During the early middle ages lower parts of the islands were prone to flooding. As a result the first settlements (mainly farms operated by monks) were constructed on overgrown higher ground and on artificial mounds (terps). During the middle ages, several dikes were constructed to the south of the villages. In the following centuries these dikes proved insufficient to keep the whole area dry. Some settlements had to be abandoned, and in 1602 the Strieperdijk was constructed as a more solid defence barrier. After the flood of 1825 an even stronger sea dyke was constructed.

The planted woodlands

At the northern side of the island the dunes remained free to accumulate over the centuries, and to move in a dynamic way. To stop the dunes from encroaching on the villages in the polder to the southeast, the sand was fixated in the early 20th century by planting pine trees on a thin layer of peat that was imported from the mainland. The trees are spread wide apart, because their roots are superficial. During a storm many topple. The artificial stabilisation of the dunes could possibly lead to an unstable slope on the polder side. Lately,to the northwest of the polder trees have been removed to let the dunes move more naturally.

Salt water pressure

To keep the polder dry at all times, precious water has to be pumped into the sea. By pumping out polder water, the fresh water reserve under the island is shrinking. Due to the depth of the fields in the polder along the sea dyke, in relation to the seawater level, there are already some places where the soil is turning saline. Rising seawater levels could mean that without some kind of interference, the polder will eventually become too salty for dairy farming and in the end even flood.

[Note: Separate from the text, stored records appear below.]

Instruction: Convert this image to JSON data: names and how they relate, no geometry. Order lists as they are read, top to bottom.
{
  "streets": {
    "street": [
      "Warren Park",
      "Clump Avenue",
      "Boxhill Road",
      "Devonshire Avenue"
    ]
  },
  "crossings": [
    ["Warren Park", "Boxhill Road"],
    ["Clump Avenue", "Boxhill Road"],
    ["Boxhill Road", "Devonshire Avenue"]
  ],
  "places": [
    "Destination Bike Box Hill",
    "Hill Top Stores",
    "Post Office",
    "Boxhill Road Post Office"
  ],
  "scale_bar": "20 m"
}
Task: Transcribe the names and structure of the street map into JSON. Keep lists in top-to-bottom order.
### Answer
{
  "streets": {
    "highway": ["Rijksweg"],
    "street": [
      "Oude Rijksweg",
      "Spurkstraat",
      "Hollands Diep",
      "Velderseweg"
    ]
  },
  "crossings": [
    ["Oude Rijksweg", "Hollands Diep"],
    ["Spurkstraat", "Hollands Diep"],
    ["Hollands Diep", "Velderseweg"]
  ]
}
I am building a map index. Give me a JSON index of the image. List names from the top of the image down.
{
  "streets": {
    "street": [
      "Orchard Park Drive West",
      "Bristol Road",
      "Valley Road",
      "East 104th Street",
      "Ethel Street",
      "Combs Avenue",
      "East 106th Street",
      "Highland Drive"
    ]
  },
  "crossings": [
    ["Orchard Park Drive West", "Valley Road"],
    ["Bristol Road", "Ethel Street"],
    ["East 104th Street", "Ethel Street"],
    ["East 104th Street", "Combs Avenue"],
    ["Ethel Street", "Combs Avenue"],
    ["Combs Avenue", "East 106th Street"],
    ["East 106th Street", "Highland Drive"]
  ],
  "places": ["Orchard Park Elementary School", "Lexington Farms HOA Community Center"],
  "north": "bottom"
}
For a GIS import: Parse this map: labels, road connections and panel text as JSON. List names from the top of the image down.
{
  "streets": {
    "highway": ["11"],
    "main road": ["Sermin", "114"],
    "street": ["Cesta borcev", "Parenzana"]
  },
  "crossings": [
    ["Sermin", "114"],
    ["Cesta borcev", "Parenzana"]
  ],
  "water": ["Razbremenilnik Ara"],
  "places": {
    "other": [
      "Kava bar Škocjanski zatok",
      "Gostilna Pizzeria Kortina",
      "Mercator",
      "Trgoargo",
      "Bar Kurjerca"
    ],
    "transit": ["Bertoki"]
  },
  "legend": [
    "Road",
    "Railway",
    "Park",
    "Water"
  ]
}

This can be prevented by several interventions. One of them is to speed up sedimentation. This is done by wooden poles placed at certain locations just outside the island. In this way new land is created for marine birds outside of the current island. This way the salt water pressure is diminished.

The harbour of the island is kept at depth by an artificial current that is induced by a small breakwater to the southeast of the harbour. During high tide, water flows over the breakwater. During low tide it can only leave through a narrow gully at the harbour entrance, taking out sediment.

A controversial solution to maintain the polder for farmers as well as birds could be to use a similar construction in uninhabited sections. By letting the seawater into such a chamber at high tide, new sediment accumulates in the polders that are currently below seawater level. In some decades the problem of salt-water pressure on the agrarian land could be resolved.